Treatment with multikinase inhibitors such as lenvatinib increases the risk of acute coronary syndromes and arterial thromboembolic events including cerebrovascular events, transient ischemic attacks, and myocardial infarction [1, 4]. In the phase III trial of lenvatinib in thyroid cancer (SELECT), 5.4% of patients on lenvatinib experienced arterial thromboembolic events, with 2.7% experiencing severe grade ≥3 toxicities [1, 5]. Pathophysiology is related to its antiangiogenic properties through vascular endothelial growth factor (VEGF) inhibition, which causes alterations in vascular hemostasis and induces endothelial injury, arterial thrombosis, and a procoagulant state [57]. This increases the risk of developing coronary artery disease and acute coronary syndromes due to coronary vasospasm, thrombosis, and progression of atherosclerotic plaques [4, 7]. It is worth noting that there is conflicting evidence of the role of VEGF-A in the development of atherosclerosis. Some preclinical studies paradoxically implicate VEGF-A in the promotion of atherogenesis by preventing the repair of endothelial lesions and promoting monocyte adhesion, migration, and activation leading to endothelial dysfunction [8, 9]. However, the totality of clinical experience from the use of anti-VEGF TKIs seems to indicate a proatherosclerotic effect [10].

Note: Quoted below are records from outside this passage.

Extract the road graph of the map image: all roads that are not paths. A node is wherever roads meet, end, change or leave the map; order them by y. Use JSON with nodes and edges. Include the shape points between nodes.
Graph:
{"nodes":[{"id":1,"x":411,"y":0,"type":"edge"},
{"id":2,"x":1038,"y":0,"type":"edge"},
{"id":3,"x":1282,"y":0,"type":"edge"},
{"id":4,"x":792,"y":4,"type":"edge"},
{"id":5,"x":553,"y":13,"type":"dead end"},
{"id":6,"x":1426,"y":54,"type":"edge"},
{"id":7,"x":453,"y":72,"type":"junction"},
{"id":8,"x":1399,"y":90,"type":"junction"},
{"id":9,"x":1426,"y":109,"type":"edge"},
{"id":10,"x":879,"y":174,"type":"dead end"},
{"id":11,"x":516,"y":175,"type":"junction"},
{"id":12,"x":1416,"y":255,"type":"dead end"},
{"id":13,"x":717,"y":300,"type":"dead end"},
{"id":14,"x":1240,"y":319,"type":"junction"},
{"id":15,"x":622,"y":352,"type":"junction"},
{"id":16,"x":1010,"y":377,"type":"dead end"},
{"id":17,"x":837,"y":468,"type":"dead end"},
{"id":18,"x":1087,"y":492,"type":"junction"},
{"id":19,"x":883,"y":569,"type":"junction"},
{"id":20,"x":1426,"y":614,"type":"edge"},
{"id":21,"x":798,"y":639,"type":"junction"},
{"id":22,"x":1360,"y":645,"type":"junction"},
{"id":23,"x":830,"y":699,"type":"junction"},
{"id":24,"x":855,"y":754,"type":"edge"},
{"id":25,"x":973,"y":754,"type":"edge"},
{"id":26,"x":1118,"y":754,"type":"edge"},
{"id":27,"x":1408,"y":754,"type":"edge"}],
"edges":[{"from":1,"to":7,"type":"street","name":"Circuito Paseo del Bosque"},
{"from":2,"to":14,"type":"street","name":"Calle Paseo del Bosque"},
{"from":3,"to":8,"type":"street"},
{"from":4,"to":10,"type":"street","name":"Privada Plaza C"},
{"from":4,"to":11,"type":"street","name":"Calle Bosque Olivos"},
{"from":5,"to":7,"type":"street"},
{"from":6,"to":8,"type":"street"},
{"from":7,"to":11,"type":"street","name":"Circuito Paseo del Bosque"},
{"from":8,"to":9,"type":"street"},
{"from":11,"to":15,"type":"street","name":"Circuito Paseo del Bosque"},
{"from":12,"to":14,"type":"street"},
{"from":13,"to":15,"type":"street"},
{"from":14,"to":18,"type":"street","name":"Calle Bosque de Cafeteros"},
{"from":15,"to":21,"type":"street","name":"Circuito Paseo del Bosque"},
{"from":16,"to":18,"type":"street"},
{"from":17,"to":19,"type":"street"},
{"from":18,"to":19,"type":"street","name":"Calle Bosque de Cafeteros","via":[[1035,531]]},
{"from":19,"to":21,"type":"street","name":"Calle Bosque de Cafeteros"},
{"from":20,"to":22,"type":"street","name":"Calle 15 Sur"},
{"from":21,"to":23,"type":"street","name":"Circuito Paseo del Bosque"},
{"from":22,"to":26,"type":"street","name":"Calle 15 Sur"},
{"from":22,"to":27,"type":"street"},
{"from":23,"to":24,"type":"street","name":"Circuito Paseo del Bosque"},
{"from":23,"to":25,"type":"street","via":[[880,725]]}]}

Identifying pre-existing cardiovascular disease is of paramount importance in those undergoing treatment with novel targeted therapies. Careful cardiovascular surveillance is required to minimize the likelihood of adverse cardiac events and interruption of potentially lifesaving therapies [7]. Conventional cardiovascular risk tools may underestimate the risk in patients receiving vasotoxic agents [11]. We suggest that clinicians consider vasoactive therapy as a potential cardiovascular risk factor. According to the Society for Cardiovascular Angiography and Interventions (SCAI) expert consensus statement, patients receiving vasoactive cancer therapies should undergo baseline cardiac evaluation including assessment of atherosclerotic disease risk. For further risk stratification, coronary CT angiography or noninvasive testing is recommended for asymptomatic patients every 5 years during or after treatment [12]. In symptomatic patients, coronary angiography should be pursued. This case demonstrates that lenvatinib may increase the risk for the development of coronary and peripheral arterial disease.

4. Conclusion

The possibility of developing coronary or peripheral artery disease should be considered in patients who are on targeted therapies, such as lenvatinib, even in the absence of traditional cardiovascular risk factors. In addition, baseline cardiac risk assessment and early treatment should be pursued to minimize interruptions to potentially lifesaving cancer therapy. Further investigation is needed to elucidate the underlying mechanism causing atherosclerosis in patients receiving lenvatinib. Ultimately, the benefits of novel targeted therapies must be balanced with the risks of emerging drug-related cardiotoxicities.

Disclosure

Vineeth Sukrithan and Lisa Kim are the co-first authors.

Conflicts of Interest

The authors declare that they have no conflicts of interest.

Authors’ Contributions

BK, AV, and JAS were responsible for conceptualization. BK and AV were responsible for resources. BK, AV, VS, and MS were responsible for supervision. LK, BK, AG, YZ, and DA were responsible for methodology. LK, BK, and AV were responsible for writing the original draft. VS, AV, and BK were responsible for writing, reviewing, and editing.

Acknowledgments

We would like to thank Angela Dahlberg, Editor, Division of Medical Oncology at the Ohio State University Comprehensive Cancer Center, for editing and proofreading the manuscript.